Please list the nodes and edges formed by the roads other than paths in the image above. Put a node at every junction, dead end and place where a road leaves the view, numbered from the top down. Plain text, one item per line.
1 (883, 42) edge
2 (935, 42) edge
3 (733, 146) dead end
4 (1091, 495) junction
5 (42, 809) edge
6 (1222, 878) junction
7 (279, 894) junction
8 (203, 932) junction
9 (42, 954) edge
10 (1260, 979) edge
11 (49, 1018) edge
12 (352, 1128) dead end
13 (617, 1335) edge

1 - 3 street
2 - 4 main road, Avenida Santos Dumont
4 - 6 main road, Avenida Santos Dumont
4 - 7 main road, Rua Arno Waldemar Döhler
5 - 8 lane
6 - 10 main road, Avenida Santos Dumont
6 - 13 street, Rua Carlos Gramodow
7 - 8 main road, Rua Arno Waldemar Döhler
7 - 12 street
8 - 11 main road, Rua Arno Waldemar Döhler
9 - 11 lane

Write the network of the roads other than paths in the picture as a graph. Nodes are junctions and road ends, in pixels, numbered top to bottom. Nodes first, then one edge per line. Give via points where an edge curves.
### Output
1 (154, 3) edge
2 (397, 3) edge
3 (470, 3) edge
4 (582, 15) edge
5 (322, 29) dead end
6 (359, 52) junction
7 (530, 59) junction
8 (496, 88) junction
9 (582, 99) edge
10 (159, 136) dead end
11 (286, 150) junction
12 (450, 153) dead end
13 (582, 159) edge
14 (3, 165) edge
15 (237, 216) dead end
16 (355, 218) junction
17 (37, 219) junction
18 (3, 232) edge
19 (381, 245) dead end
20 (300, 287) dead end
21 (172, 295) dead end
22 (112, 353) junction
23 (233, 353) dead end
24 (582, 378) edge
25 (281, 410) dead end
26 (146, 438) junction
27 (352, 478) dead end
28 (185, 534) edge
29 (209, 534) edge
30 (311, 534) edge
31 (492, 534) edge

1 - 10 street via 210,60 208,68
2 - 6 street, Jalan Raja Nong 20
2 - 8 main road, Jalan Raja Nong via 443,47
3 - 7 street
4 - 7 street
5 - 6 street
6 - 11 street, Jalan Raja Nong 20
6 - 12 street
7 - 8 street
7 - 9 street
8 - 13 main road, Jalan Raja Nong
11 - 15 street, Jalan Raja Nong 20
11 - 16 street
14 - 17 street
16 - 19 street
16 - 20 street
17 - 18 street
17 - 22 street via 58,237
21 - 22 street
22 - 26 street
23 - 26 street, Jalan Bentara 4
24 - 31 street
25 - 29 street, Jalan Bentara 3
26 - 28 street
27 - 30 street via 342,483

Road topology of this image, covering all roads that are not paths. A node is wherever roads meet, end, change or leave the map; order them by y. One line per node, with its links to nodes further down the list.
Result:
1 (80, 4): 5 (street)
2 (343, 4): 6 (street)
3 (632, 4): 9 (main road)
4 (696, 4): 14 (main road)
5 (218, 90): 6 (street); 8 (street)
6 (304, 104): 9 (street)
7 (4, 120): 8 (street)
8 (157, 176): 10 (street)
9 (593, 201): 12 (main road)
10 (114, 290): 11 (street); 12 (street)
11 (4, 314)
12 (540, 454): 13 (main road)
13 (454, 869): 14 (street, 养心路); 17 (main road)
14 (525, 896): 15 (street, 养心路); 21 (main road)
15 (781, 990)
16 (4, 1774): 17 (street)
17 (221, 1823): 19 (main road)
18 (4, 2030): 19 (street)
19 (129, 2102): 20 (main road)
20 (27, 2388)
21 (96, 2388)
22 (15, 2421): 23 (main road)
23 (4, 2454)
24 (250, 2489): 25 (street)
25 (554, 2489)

================================

§ PROBLEM REQUIREMENTS
Would you repeat the records above without any changes?

§ ANSWER
Please list the nodes and edges formed by the roads other than paths in the image above. Put a node at every junction, dead end and place where a road leaves the view, numbered from the top down. Plain text, one item per line.
1 (883, 42) edge
2 (935, 42) edge
3 (733, 146) dead end
4 (1091, 495) junction
5 (42, 809) edge
6 (1222, 878) junction
7 (279, 894) junction
8 (203, 932) junction
9 (42, 954) edge
10 (1260, 979) edge
11 (49, 1018) edge
12 (352, 1128) dead end
13 (617, 1335) edge

1 - 3 street
2 - 4 main road, Avenida Santos Dumont
4 - 6 main road, Avenida Santos Dumont
4 - 7 main road, Rua Arno Waldemar Döhler
5 - 8 lane
6 - 10 main road, Avenida Santos Dumont
6 - 13 street, Rua Carlos Gramodow
7 - 8 main road, Rua Arno Waldemar Döhler
7 - 12 street
8 - 11 main road, Rua Arno Waldemar Döhler
9 - 11 lane

Write the network of the roads other than paths in the picture as a graph. Nodes are junctions and road ends, in pixels, numbered top to bottom. Nodes first, then one edge per line. Give via points where an edge curves.
### Output
1 (154, 3) edge
2 (397, 3) edge
3 (470, 3) edge
4 (582, 15) edge
5 (322, 29) dead end
6 (359, 52) junction
7 (530, 59) junction
8 (496, 88) junction
9 (582, 99) edge
10 (159, 136) dead end
11 (286, 150) junction
12 (450, 153) dead end
13 (582, 159) edge
14 (3, 165) edge
15 (237, 216) dead end
16 (355, 218) junction
17 (37, 219) junction
18 (3, 232) edge
19 (381, 245) dead end
20 (300, 287) dead end
21 (172, 295) dead end
22 (112, 353) junction
23 (233, 353) dead end
24 (582, 378) edge
25 (281, 410) dead end
26 (146, 438) junction
27 (352, 478) dead end
28 (185, 534) edge
29 (209, 534) edge
30 (311, 534) edge
31 (492, 534) edge

1 - 10 street via 210,60 208,68
2 - 6 street, Jalan Raja Nong 20
2 - 8 main road, Jalan Raja Nong via 443,47
3 - 7 street
4 - 7 street
5 - 6 street
6 - 11 street, Jalan Raja Nong 20
6 - 12 street
7 - 8 street
7 - 9 street
8 - 13 main road, Jalan Raja Nong
11 - 15 street, Jalan Raja Nong 20
11 - 16 street
14 - 17 street
16 - 19 street
16 - 20 street
17 - 18 street
17 - 22 street via 58,237
21 - 22 street
22 - 26 street
23 - 26 street, Jalan Bentara 4
24 - 31 street
25 - 29 street, Jalan Bentara 3
26 - 28 street
27 - 30 street via 342,483

Road topology of this image, covering all roads that are not paths. A node is wherever roads meet, end, change or leave the map; order them by y. One line per node, with its links to nodes further down the list.
Result:
1 (80, 4): 5 (street)
2 (343, 4): 6 (street)
3 (632, 4): 9 (main road)
4 (696, 4): 14 (main road)
5 (218, 90): 6 (street); 8 (street)
6 (304, 104): 9 (street)
7 (4, 120): 8 (street)
8 (157, 176): 10 (street)
9 (593, 201): 12 (main road)
10 (114, 290): 11 (street); 12 (street)
11 (4, 314)
12 (540, 454): 13 (main road)
13 (454, 869): 14 (street, 养心路); 17 (main road)
14 (525, 896): 15 (street, 养心路); 21 (main road)
15 (781, 990)
16 (4, 1774): 17 (street)
17 (221, 1823): 19 (main road)
18 (4, 2030): 19 (street)
19 (129, 2102): 20 (main road)
20 (27, 2388)
21 (96, 2388)
22 (15, 2421): 23 (main road)
23 (4, 2454)
24 (250, 2489): 25 (street)
25 (554, 2489)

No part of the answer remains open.